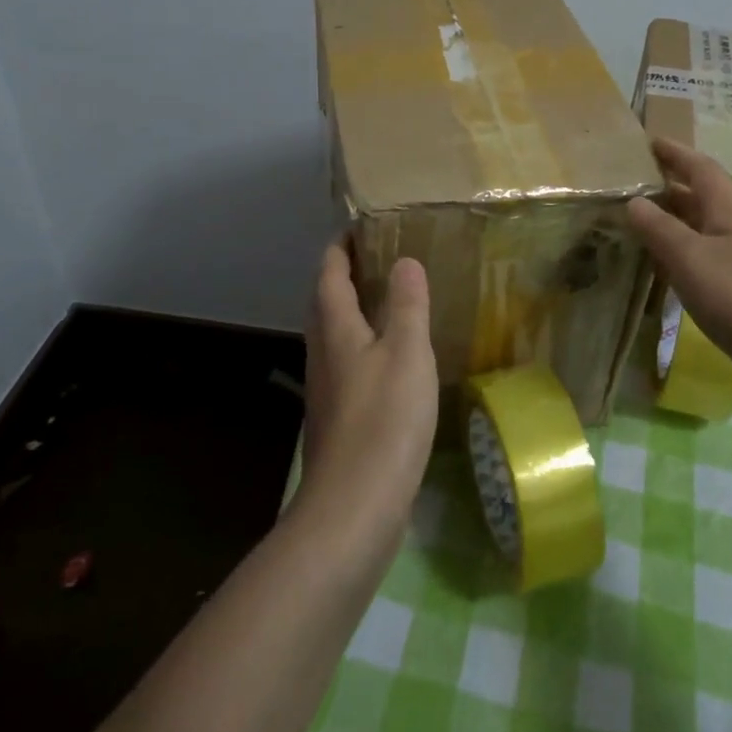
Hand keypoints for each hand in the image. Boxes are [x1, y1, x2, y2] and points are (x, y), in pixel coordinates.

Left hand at [297, 243, 438, 548]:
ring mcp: (328, 388)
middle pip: (326, 302)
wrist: (355, 506)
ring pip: (336, 334)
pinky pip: (348, 363)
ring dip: (355, 310)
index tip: (360, 226)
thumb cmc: (384, 420)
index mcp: (336, 329)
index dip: (341, 246)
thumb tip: (405, 261)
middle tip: (380, 257)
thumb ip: (407, 305)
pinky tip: (392, 359)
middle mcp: (323, 352)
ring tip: (389, 300)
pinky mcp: (339, 417)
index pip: (330, 273)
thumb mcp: (407, 353)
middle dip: (346, 274)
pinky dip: (365, 344)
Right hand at [626, 138, 731, 421]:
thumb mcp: (691, 258)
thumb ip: (660, 228)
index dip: (676, 153)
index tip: (648, 141)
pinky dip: (680, 260)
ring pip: (702, 233)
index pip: (702, 169)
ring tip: (636, 224)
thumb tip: (634, 201)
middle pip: (703, 199)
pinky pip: (705, 265)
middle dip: (669, 187)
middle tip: (631, 185)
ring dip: (672, 224)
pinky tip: (662, 273)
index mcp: (730, 214)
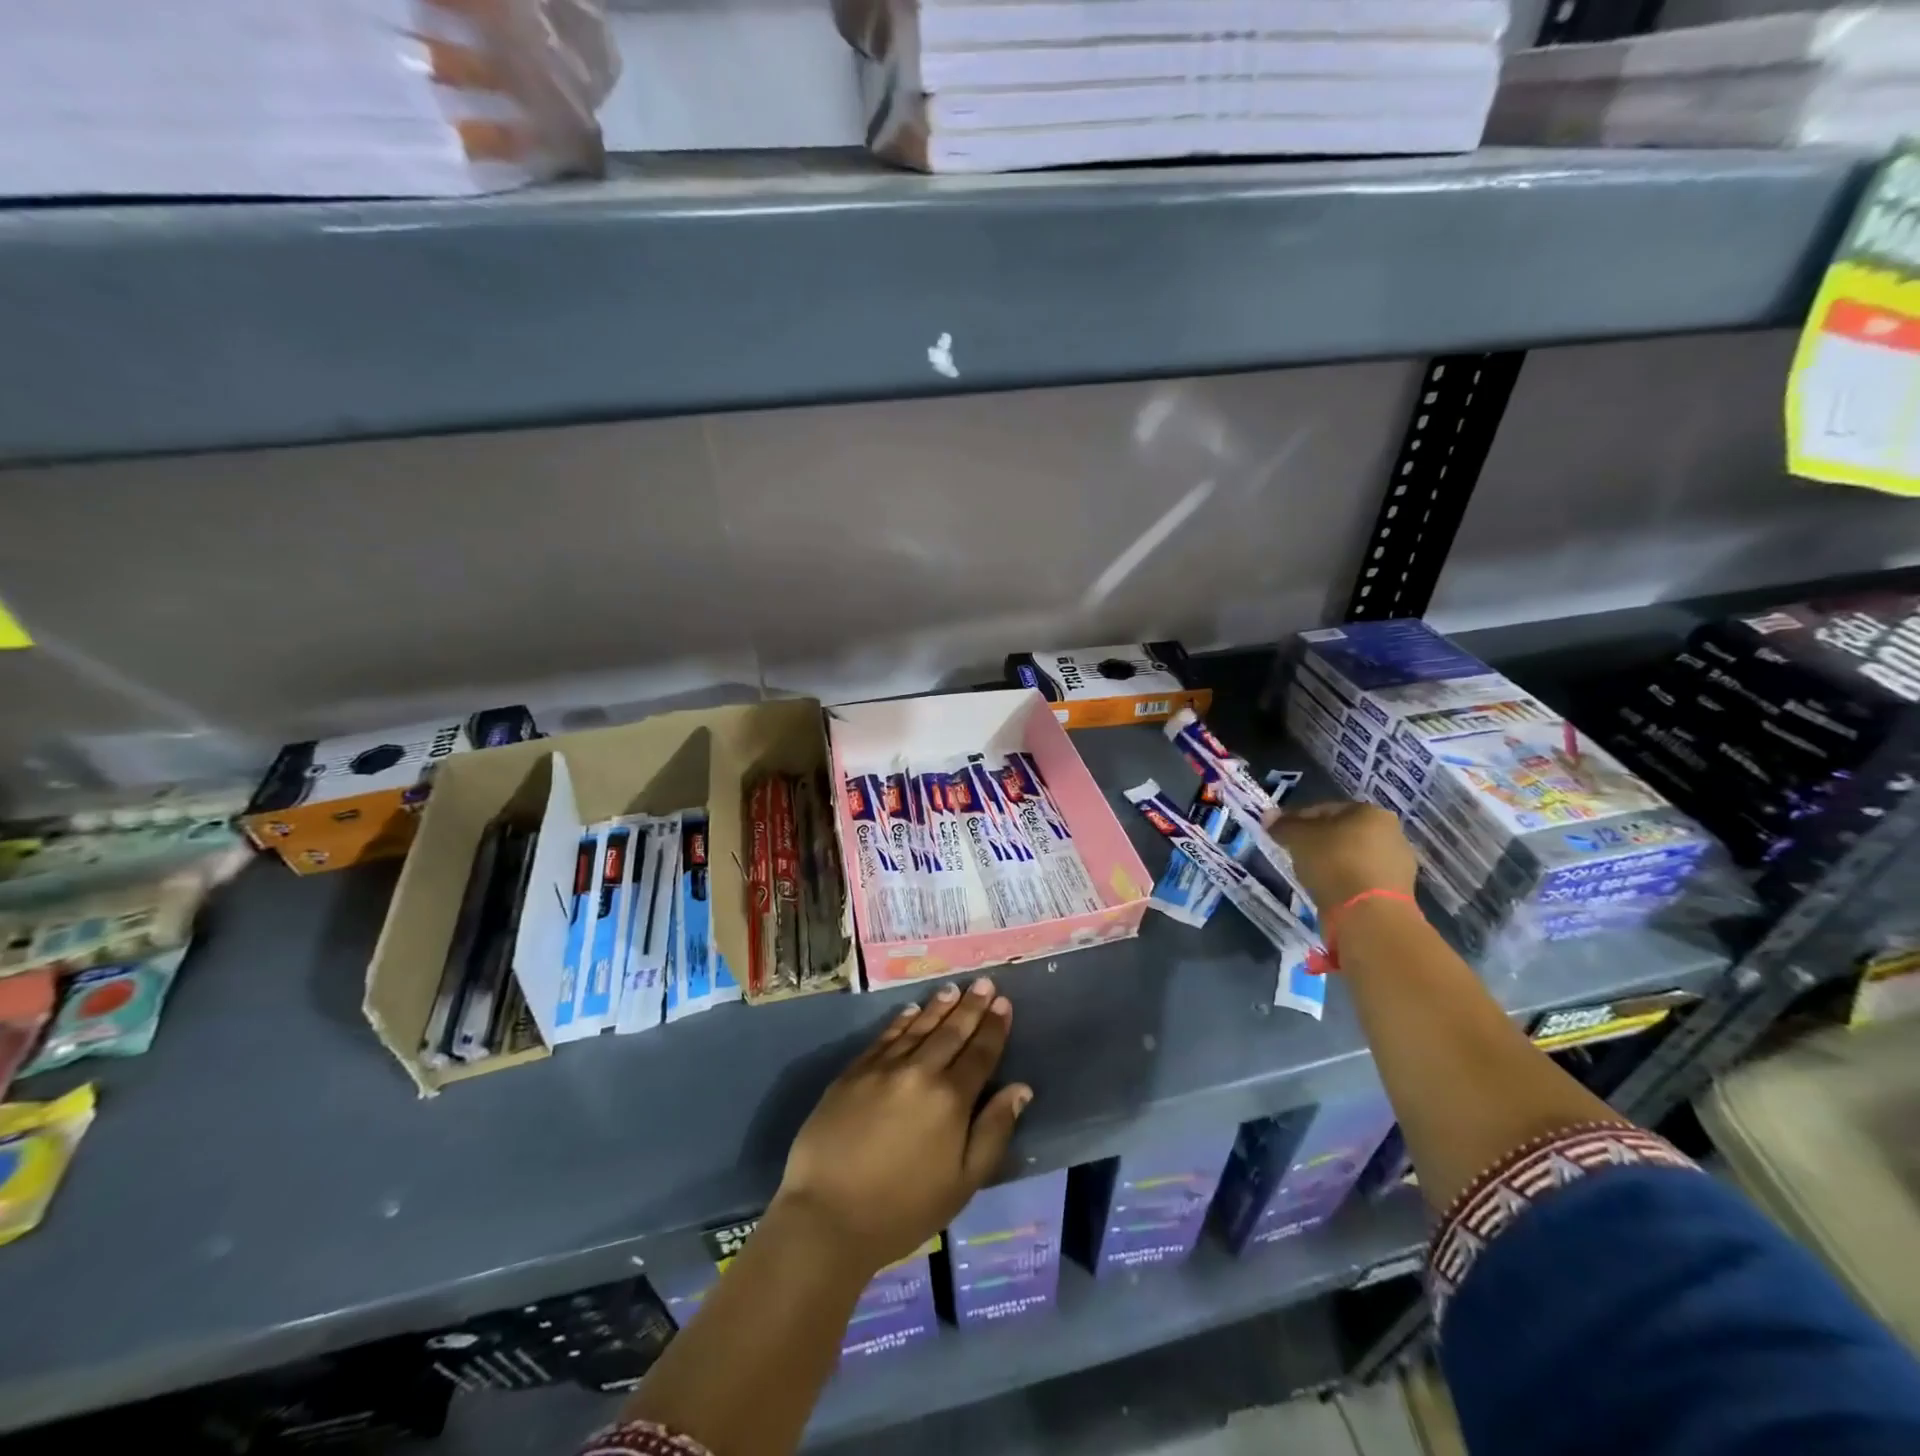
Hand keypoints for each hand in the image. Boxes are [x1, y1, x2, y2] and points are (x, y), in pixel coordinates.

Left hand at [772, 978, 1030, 1273]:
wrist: (827, 1215)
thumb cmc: (903, 1209)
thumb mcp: (963, 1183)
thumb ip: (994, 1131)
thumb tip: (1020, 1089)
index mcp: (951, 1100)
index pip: (980, 1053)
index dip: (994, 1027)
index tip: (1004, 1003)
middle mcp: (920, 1072)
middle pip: (951, 1032)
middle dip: (971, 1006)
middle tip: (984, 982)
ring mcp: (883, 1068)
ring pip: (918, 1027)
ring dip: (939, 1006)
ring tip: (954, 988)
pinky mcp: (853, 1072)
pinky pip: (885, 1036)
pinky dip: (902, 1020)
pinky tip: (912, 1009)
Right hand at [1266, 800, 1417, 912]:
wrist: (1369, 915)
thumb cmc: (1334, 863)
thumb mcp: (1298, 838)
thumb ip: (1283, 825)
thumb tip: (1269, 817)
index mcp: (1370, 811)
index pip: (1325, 810)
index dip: (1298, 820)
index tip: (1281, 835)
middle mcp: (1391, 832)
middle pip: (1342, 833)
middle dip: (1319, 843)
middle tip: (1295, 856)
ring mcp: (1398, 864)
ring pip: (1353, 858)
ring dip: (1333, 864)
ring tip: (1311, 877)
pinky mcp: (1397, 892)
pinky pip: (1361, 880)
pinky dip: (1345, 883)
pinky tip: (1329, 893)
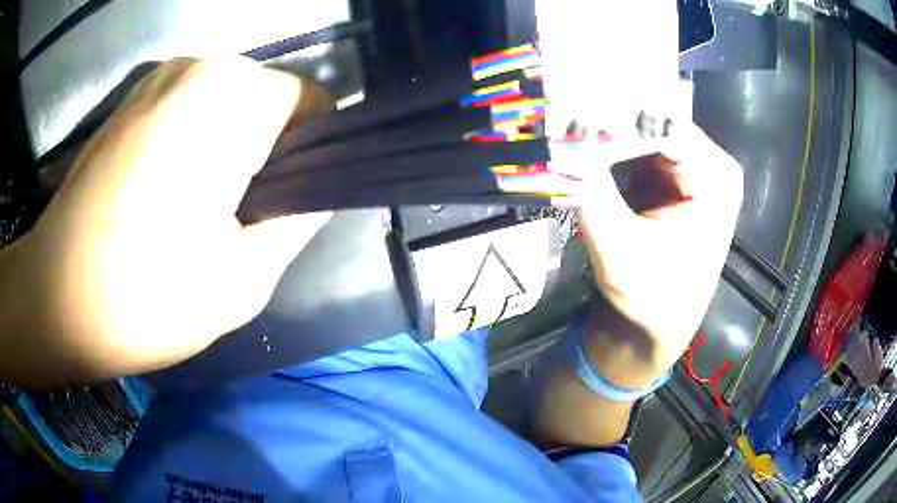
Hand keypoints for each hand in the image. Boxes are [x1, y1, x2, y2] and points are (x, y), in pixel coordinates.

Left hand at [2, 58, 329, 383]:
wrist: (54, 298)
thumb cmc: (142, 298)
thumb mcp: (241, 280)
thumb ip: (296, 221)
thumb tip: (318, 190)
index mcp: (229, 99)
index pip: (312, 104)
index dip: (308, 156)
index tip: (278, 205)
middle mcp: (199, 66)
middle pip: (269, 99)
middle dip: (267, 151)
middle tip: (234, 216)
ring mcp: (161, 75)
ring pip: (231, 100)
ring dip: (229, 146)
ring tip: (195, 206)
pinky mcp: (134, 96)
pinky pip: (193, 105)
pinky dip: (196, 139)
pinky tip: (163, 189)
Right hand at [568, 123, 743, 386]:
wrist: (653, 328)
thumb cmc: (651, 300)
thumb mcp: (619, 251)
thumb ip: (590, 194)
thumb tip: (554, 141)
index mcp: (715, 176)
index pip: (660, 122)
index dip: (612, 114)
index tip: (564, 112)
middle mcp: (708, 162)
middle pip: (650, 122)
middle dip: (604, 123)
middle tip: (555, 119)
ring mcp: (689, 167)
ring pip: (637, 133)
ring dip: (600, 136)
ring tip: (560, 132)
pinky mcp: (669, 177)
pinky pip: (632, 150)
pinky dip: (604, 151)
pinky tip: (578, 152)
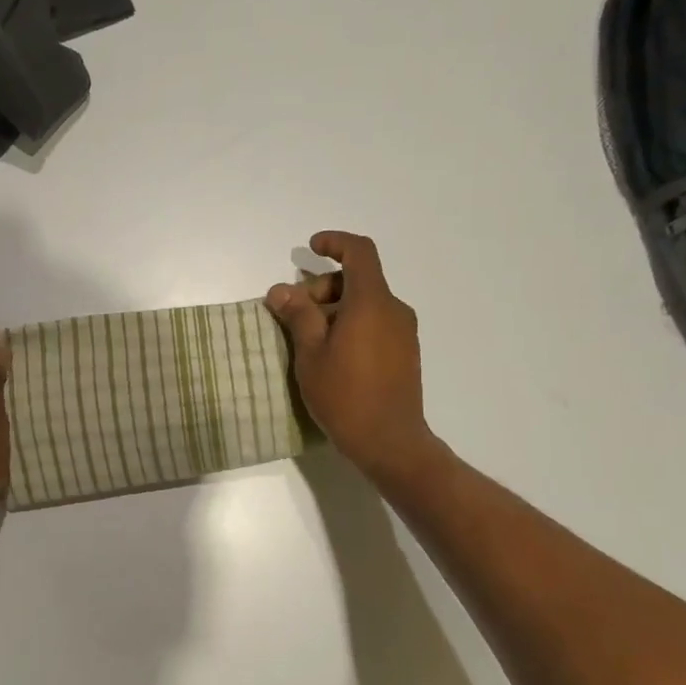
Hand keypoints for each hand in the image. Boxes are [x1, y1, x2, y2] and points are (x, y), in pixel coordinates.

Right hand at [266, 232, 435, 481]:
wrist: (390, 441)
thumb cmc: (345, 395)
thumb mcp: (311, 353)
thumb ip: (298, 315)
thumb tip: (280, 290)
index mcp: (371, 302)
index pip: (360, 252)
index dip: (335, 243)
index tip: (311, 248)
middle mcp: (393, 309)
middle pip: (358, 280)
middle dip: (323, 287)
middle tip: (294, 314)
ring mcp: (403, 332)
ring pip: (366, 303)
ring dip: (335, 309)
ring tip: (308, 339)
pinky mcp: (405, 353)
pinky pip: (376, 323)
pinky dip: (352, 324)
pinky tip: (332, 354)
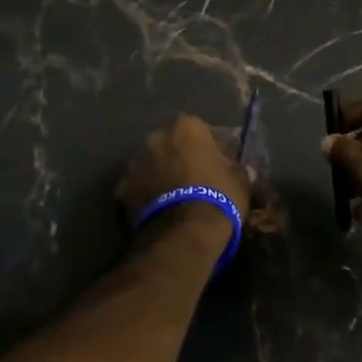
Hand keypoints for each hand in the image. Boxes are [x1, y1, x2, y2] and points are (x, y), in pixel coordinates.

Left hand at [117, 114, 251, 249]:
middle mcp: (156, 137)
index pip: (199, 129)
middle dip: (178, 156)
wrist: (184, 234)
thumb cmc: (218, 198)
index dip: (207, 146)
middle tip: (192, 178)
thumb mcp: (240, 182)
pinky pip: (137, 186)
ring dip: (159, 173)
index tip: (215, 162)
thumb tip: (238, 169)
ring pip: (150, 163)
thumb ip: (236, 169)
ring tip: (173, 196)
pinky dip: (144, 194)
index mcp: (186, 127)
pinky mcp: (121, 189)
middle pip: (169, 143)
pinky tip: (158, 210)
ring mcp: (134, 162)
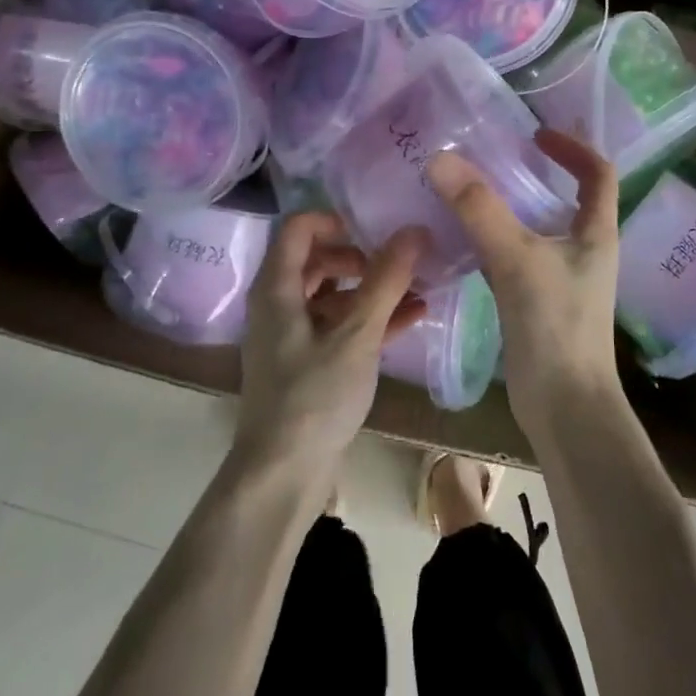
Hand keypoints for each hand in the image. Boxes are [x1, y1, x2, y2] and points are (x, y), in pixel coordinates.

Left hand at [237, 212, 426, 471]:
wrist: (282, 475)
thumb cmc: (314, 397)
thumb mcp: (356, 336)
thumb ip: (385, 282)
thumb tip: (414, 231)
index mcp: (277, 288)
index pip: (298, 227)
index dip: (335, 220)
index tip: (375, 230)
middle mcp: (278, 305)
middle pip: (317, 259)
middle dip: (360, 256)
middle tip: (398, 262)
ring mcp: (291, 336)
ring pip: (332, 295)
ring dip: (372, 290)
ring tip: (418, 287)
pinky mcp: (306, 363)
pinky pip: (338, 327)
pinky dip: (369, 319)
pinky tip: (413, 318)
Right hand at [428, 130, 620, 433]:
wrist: (564, 406)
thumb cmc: (554, 326)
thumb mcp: (516, 259)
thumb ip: (479, 210)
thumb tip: (440, 159)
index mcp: (596, 233)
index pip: (598, 173)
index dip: (573, 147)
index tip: (535, 133)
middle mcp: (585, 250)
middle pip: (565, 198)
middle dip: (533, 174)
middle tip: (489, 158)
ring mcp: (562, 278)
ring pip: (536, 229)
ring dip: (509, 208)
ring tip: (468, 192)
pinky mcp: (538, 302)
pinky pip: (515, 257)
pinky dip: (493, 242)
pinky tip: (461, 241)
—————
▶ WHAT TO PRODUCE: Please output every record above exactly. Leave the pictures out.

▶ SOLUTION TO THIS PROBLEM:
Hand keypoints for each hand in the image. Boxes are [x1, y1, x2, y2] and points are (x, y), in pixel coordinates.

Left hand at [297, 243, 438, 548]:
ring mcp: (328, 388)
middle pip: (326, 302)
wrist: (355, 506)
ring pip: (336, 334)
pinky pip: (348, 363)
ring dip: (355, 310)
index tip: (360, 226)
thumb cmc: (384, 420)
index mcp: (336, 329)
index dip: (341, 246)
thumb tip: (405, 261)
middle tip: (380, 257)
thumb ip: (407, 305)
pinky tip: (392, 359)
middle mcp: (323, 352)
ring tip: (389, 300)
pinky mcp: (339, 417)
index pip: (330, 273)
thumb mcp: (407, 353)
middle dip: (346, 274)
pinky dip: (365, 344)
Right hand at [626, 138, 731, 421]:
thumb mcp: (691, 258)
thumb ip: (660, 228)
index dip: (676, 153)
index tip: (648, 141)
pinky dip: (680, 260)
ring pip: (702, 233)
index pip: (702, 169)
ring tip: (636, 224)
thumb tip: (634, 201)
middle pip: (703, 199)
pinky pip: (705, 265)
middle dip: (669, 187)
middle tip: (631, 185)
ring dip: (672, 224)
pinky tip: (662, 273)
index mcp: (730, 214)
Hand keypoints for each hand in the image. Boxes are [x1, y1, x2, y2] and points are (x, y), in pixel coordinates.

Left hand at [772, 978, 1030, 1273]:
wrist: (827, 1215)
thumb cmc: (903, 1209)
thumb mcp: (963, 1183)
thumb ip: (994, 1131)
thumb tip: (1020, 1089)
index mcp: (951, 1100)
index pip: (980, 1053)
index dip: (994, 1027)
index tip: (1004, 1003)
middle mcp: (920, 1072)
middle pip: (951, 1032)
middle dip: (971, 1006)
middle tip: (984, 982)
ring mcp: (883, 1068)
ring pip: (918, 1027)
ring dip: (939, 1006)
ring tip: (954, 988)
pinky mcp: (853, 1072)
pinky pip: (885, 1036)
pinky dip: (902, 1020)
pinky tip: (912, 1009)
Right hand at [1266, 800, 1417, 912]:
wrist: (1369, 915)
thumb cmc: (1334, 863)
thumb mcp: (1298, 838)
thumb ip: (1283, 825)
thumb tip: (1269, 817)
index mcp: (1370, 811)
index pip: (1325, 810)
index dip: (1298, 820)
index tip: (1281, 835)
middle mcp: (1391, 832)
middle pip: (1342, 833)
middle dip: (1319, 843)
middle tip: (1295, 856)
ring mcp: (1398, 864)
ring pip: (1353, 858)
ring dip: (1333, 864)
ring tip: (1311, 877)
pinky mcp: (1397, 892)
pinky pip: (1361, 880)
pinky dip: (1345, 883)
pinky tip: (1329, 893)
Hand keypoints for each hand in the image. Boxes are [x1, y1, x2, y2] and points are (x, y), in pixel coordinates.

Left hand at [2, 58, 329, 383]:
wrist: (54, 298)
thumb cmc: (142, 298)
thumb mcp: (241, 280)
thumb ip: (296, 221)
thumb tip: (318, 190)
index mcp: (229, 99)
index pip: (312, 104)
index dip: (308, 156)
index tip: (278, 205)
middle mcp: (199, 66)
middle pip: (269, 99)
middle dip: (267, 151)
middle tip: (234, 216)
ring mcp: (161, 75)
ring pip: (231, 100)
ring dip: (229, 146)
ring tip: (195, 206)
pinky mcp: (134, 96)
pinky pip: (193, 105)
pinky dip: (196, 139)
pinky tip: (163, 189)
Right hand at [568, 123, 743, 386]:
wrist: (653, 328)
thumb cmc: (651, 300)
thumb mcp: (619, 251)
thumb ip: (590, 194)
thumb tip: (554, 141)
index mcp: (715, 176)
index pip: (660, 122)
index dip: (612, 114)
index tip: (564, 112)
middle mcp: (708, 162)
middle pip: (650, 122)
middle dip: (604, 123)
middle tip: (555, 119)
ring mcp: (689, 167)
ring pip: (637, 133)
ring dip: (600, 136)
ring tip: (560, 132)
pinky mcp: (669, 177)
pinky pip: (632, 150)
pinky dip: (604, 151)
pinky tip: (578, 152)
Hand keypoints for each hand in the image. Boxes are [x1, y1, x2, y2] and points are (x, y), in pixel coordinates.

Right hand at [266, 232, 435, 481]:
wrist: (390, 441)
thumb cmc: (345, 395)
thumb mcp: (311, 353)
thumb ip: (298, 315)
thumb tip: (280, 290)
index mcp: (371, 302)
index pip: (360, 252)
index dip: (335, 243)
index tip: (311, 248)
middle mcp: (393, 309)
middle pip: (358, 280)
middle dip: (323, 287)
middle tip: (294, 314)
ring mcp: (403, 332)
ring pip: (366, 303)
ring dip: (335, 309)
ring tip: (308, 339)
pinky mcp: (405, 353)
pinky pip: (376, 323)
pinky dip: (352, 324)
pinky tip: (332, 354)
Hand keypoints for each hand in the image. Boxes are [x1, y1, x2, y2] and points are (x, y), in pixel coordinates.

Left hand at [117, 114, 251, 249]:
middle mcp: (156, 137)
index pip: (199, 129)
middle dip: (178, 156)
wrist: (184, 234)
thumb cmc: (218, 198)
index dip: (207, 146)
middle tip: (192, 178)
thumb mcp: (240, 182)
pinky pip: (137, 186)
ring dip: (159, 173)
index tip: (215, 162)
thumb tip: (238, 169)
ring pip: (150, 163)
thumb ip: (236, 169)
ring tip: (173, 196)
pinky dip: (144, 194)
index mcp: (186, 127)
pinky mcp: (121, 189)
middle pip: (169, 143)
pinky tip: (158, 210)
ring mcp: (134, 162)
Hand keypoints for each hand in the image. Boxes are [x1, y1, x2, y2] and points are (x, y), in pixel coordinates.

Left hand at [237, 212, 426, 471]:
wrist: (282, 475)
thumb cmc: (314, 397)
thumb mcp: (356, 336)
thumb ip: (385, 282)
thumb tip: (414, 231)
index mcp: (277, 288)
index pip: (298, 227)
index dip: (335, 220)
index tip: (375, 230)
middle mcp: (278, 305)
middle pip: (317, 259)
middle dip: (360, 256)
middle tip: (398, 262)
ring mcp: (291, 336)
ring pip: (332, 295)
ring dip: (372, 290)
ring tip: (418, 287)
pinky mcp: (306, 363)
pinky pip: (338, 327)
pinky dip: (369, 319)
pinky tip: (413, 318)
Right hand at [428, 130, 620, 433]:
wrist: (564, 406)
thumb cmc: (554, 326)
thumb mcp: (516, 259)
thumb ip: (479, 210)
thumb tip: (440, 159)
index mcp: (596, 233)
index pip: (598, 173)
index dip: (573, 147)
index tip: (535, 133)
middle mcp: (585, 250)
middle pip: (565, 198)
middle dip: (533, 174)
middle tip: (489, 158)
ring mcp: (562, 278)
ring pip: (536, 229)
ring dip: (509, 208)
ring tip: (468, 192)
pinky mcp: (538, 302)
pinky pip: (515, 257)
pinky dip: (493, 242)
pinky tip: (461, 241)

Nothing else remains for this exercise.